Sementara untuk tahun ini, lanjut Arifin, pihaknya akan mengusulkan UMK 2019 sebesar Rp 2,6 juta. Sebab tahun lalu sudah mengusulkan Rp 2,4 juta. Di sisi lain, berdasarkan perhitungan mereka, angka Rp 2,6 juta itu sesuai dengan kebutuhan para pekerja.
‘’Dengan kenaikan upah yang kecil tahun depan, banyak mengambil lembur untuk mendapatkan tambahan upah.
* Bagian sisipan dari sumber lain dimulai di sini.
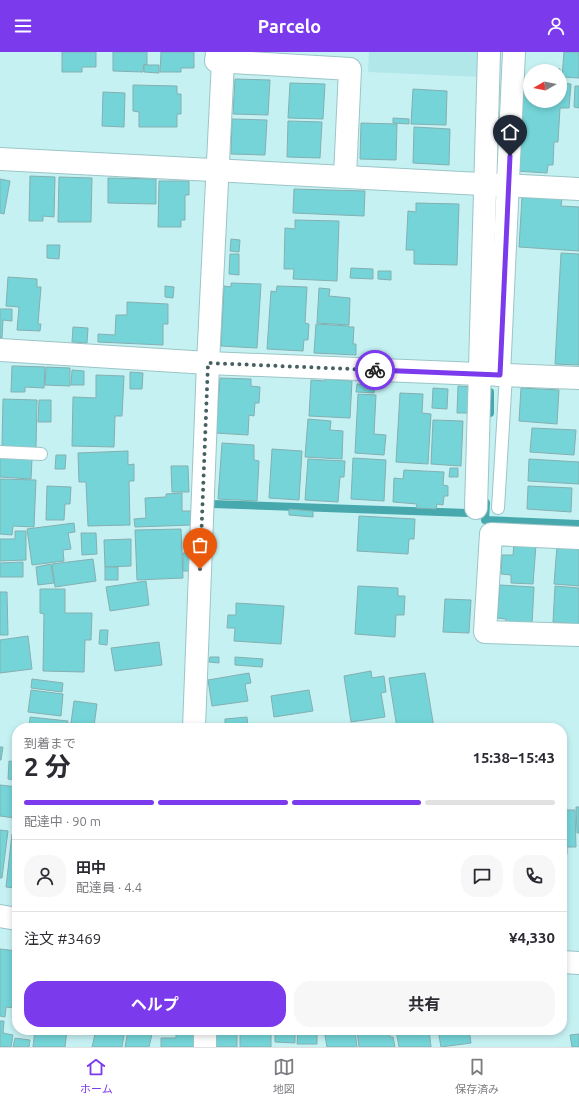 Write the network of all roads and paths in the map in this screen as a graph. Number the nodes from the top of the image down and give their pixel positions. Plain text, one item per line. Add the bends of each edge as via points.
1 (489, 52) edge
2 (514, 52) edge
3 (220, 57) edge
4 (0, 159) edge
5 (218, 170) junction
6 (345, 176) junction
7 (486, 183) junction
8 (508, 186) junction
9 (579, 188) edge
10 (0, 350) edge
11 (208, 363) junction
12 (495, 375) junction
13 (579, 378) edge
14 (0, 452) edge
15 (41, 454) dead end
16 (476, 508) dead end
17 (498, 508) dead end
18 (579, 538) edge
19 (579, 636) edge
20 (194, 723) edge
21 (0, 916) edge
22 (12, 918) edge
23 (567, 962) edge
24 (579, 963) edge
25 (205, 1035) edge
26 (205, 1047) edge

1 - 7 street
2 - 8 street
3 - 5 street
3 - 6 street via 350,68
4 - 5 street
5 - 6 street
5 - 11 street
6 - 7 street
7 - 8 street
7 - 12 street
8 - 9 street
8 - 12 street
10 - 11 street
11 - 12 street
11 - 20 street
12 - 13 street
12 - 16 street
12 - 17 lane
14 - 15 lane
18 - 19 street via 491,534 485,632
21 - 22 street
23 - 24 street
25 - 26 street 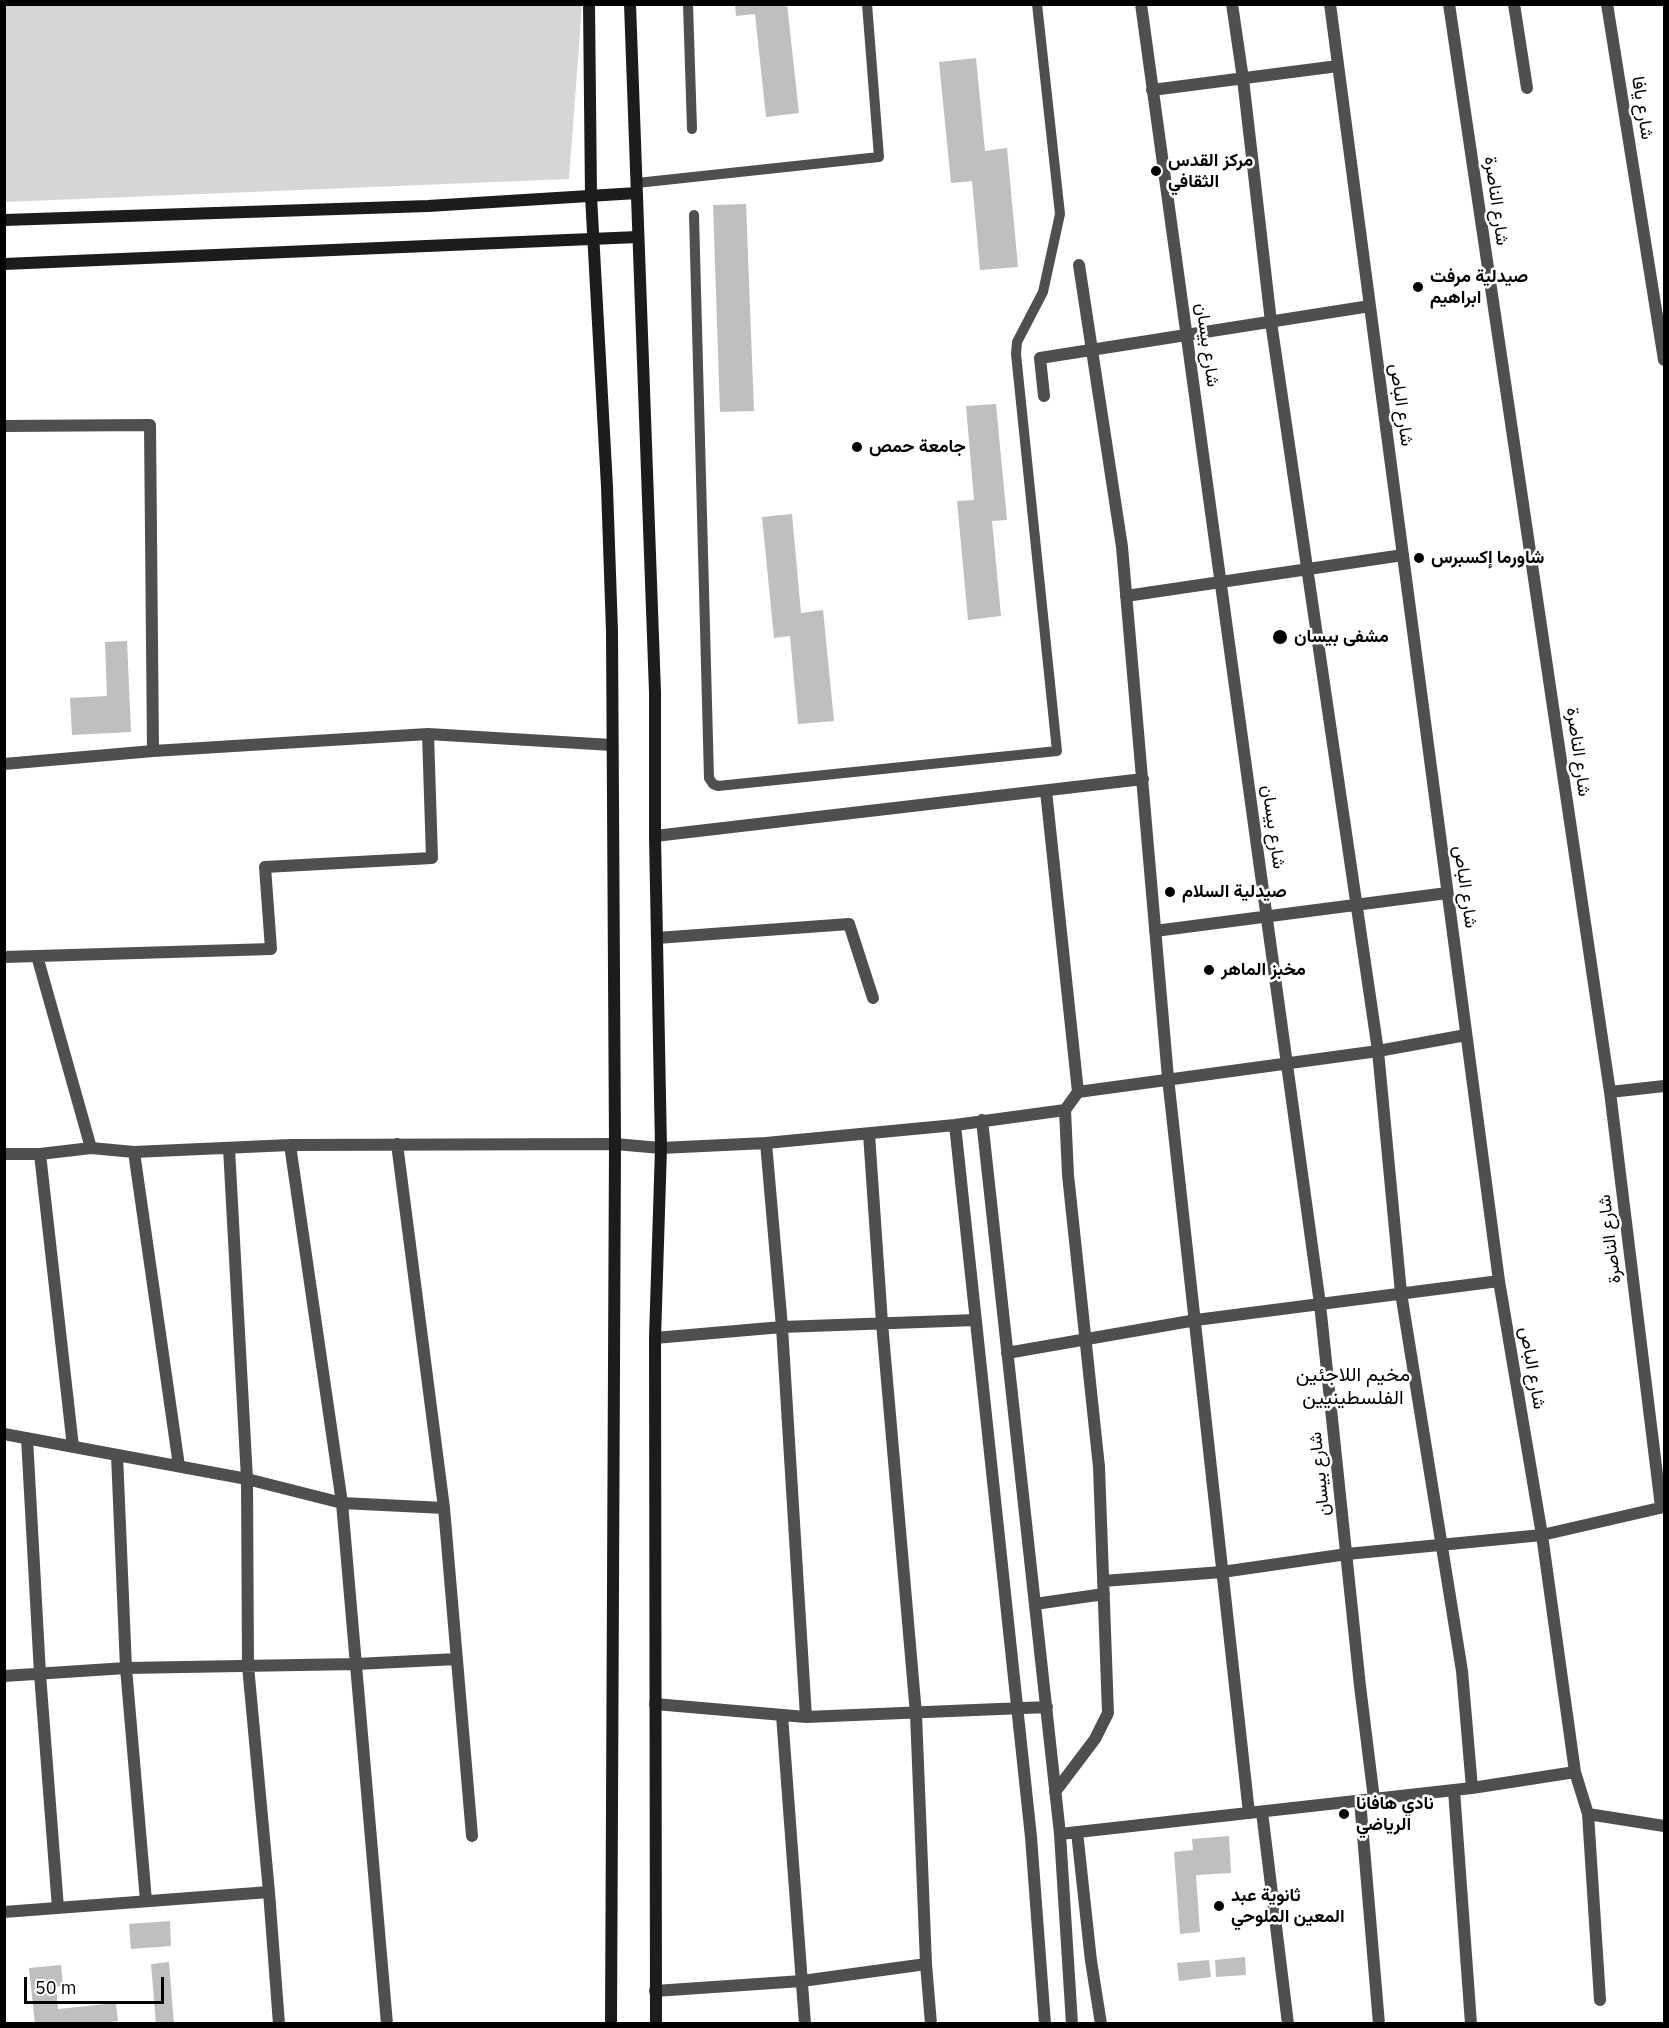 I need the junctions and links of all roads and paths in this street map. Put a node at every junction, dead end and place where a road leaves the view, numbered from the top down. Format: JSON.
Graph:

Kenyataannya, para pekerja mayoritas adalah perempuan. Dengan lembur, aktivitas di rumah tangga dan sosial mereka juga terganggu,’’ tambah Arifin.
Ketua Himpunan Industri Mebel dan Kerajinan Indonesia (HIMKI) Jepara, Maskur Zaenuri menjelaskan, kenaikan UMK sebesar 8 persen tersebut dinilainya wajar. Sehingga harapannya kenaikan dengan perhitungan sesuai PP 78/2015 itu diterapkan di Jepara.
‘’Tahun lalu kami gugat Gubernur Jateng karena UMK yang diputuskan lebih tinggi dari perhitungan PP 78/2015,’’ tegasnya.
Namun Maskur mengakui kendati naik 8 persen, UMK tetap sulit diterapkan di sektor mebel. Sebab sistem kerja di industri mebel masih tradisional atau kekeluargaan atau ada sistem borongan.
Sementara itu, Kepala Dinas Koperasi, UKM, Tenaga Kerja dan Transmigrasi Jepara, Trisno Santosa menuturkan, besaran UMK yang nantinya akan diusulkan ke Gubernur Jateng tetap menggunakan aturan PP 78/2015.
‘’Nanti UMK Jepara naik sekitar delapan persen sekian. Tapi UMK ini nantinya kan merupakan upah terkecil. Kenyataan di lapangan, jika pekerja sudah bekerja lebih dari setahun, upahnya sudah lebih tinggi lagi,’’ kata Trisno.